## Required work
Produce a character-for-character copy of the data below.

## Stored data
□ □ □ □ □ □ □
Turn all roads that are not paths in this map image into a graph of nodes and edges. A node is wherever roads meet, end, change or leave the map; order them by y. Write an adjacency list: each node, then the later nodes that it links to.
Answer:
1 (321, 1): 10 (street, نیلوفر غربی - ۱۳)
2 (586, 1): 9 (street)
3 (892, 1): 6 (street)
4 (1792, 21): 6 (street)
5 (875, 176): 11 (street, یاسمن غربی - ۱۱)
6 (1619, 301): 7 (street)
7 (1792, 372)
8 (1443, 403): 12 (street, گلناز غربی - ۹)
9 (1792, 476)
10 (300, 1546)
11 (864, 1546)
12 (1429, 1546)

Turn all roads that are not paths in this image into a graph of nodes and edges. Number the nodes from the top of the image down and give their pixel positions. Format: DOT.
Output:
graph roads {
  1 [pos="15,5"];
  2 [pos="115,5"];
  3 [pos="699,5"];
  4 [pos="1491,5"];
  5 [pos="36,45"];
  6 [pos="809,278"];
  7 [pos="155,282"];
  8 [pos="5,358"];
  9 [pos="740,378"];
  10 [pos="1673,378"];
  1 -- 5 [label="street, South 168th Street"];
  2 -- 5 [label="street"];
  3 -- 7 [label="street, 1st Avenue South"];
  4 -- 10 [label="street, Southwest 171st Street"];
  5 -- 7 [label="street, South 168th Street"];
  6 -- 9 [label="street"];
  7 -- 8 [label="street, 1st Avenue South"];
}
□ □ □ □ □ □ □
## Exercise result
Turn all roads that are not paths in this map image into a graph of nodes and edges. A node is wherever roads meet, end, change or leave the map; order them by y. Write an adjacency list: each node, then the later nodes that it links to.
Answer:
1 (321, 1): 10 (street, نیلوفر غربی - ۱۳)
2 (586, 1): 9 (street)
3 (892, 1): 6 (street)
4 (1792, 21): 6 (street)
5 (875, 176): 11 (street, یاسمن غربی - ۱۱)
6 (1619, 301): 7 (street)
7 (1792, 372)
8 (1443, 403): 12 (street, گلناز غربی - ۹)
9 (1792, 476)
10 (300, 1546)
11 (864, 1546)
12 (1429, 1546)

Turn all roads that are not paths in this image into a graph of nodes and edges. Number the nodes from the top of the image down and give their pixel positions. Format: DOT.
Output:
graph roads {
  1 [pos="15,5"];
  2 [pos="115,5"];
  3 [pos="699,5"];
  4 [pos="1491,5"];
  5 [pos="36,45"];
  6 [pos="809,278"];
  7 [pos="155,282"];
  8 [pos="5,358"];
  9 [pos="740,378"];
  10 [pos="1673,378"];
  1 -- 5 [label="street, South 168th Street"];
  2 -- 5 [label="street"];
  3 -- 7 [label="street, 1st Avenue South"];
  4 -- 10 [label="street, Southwest 171st Street"];
  5 -- 7 [label="street, South 168th Street"];
  6 -- 9 [label="street"];
  7 -- 8 [label="street, 1st Avenue South"];
}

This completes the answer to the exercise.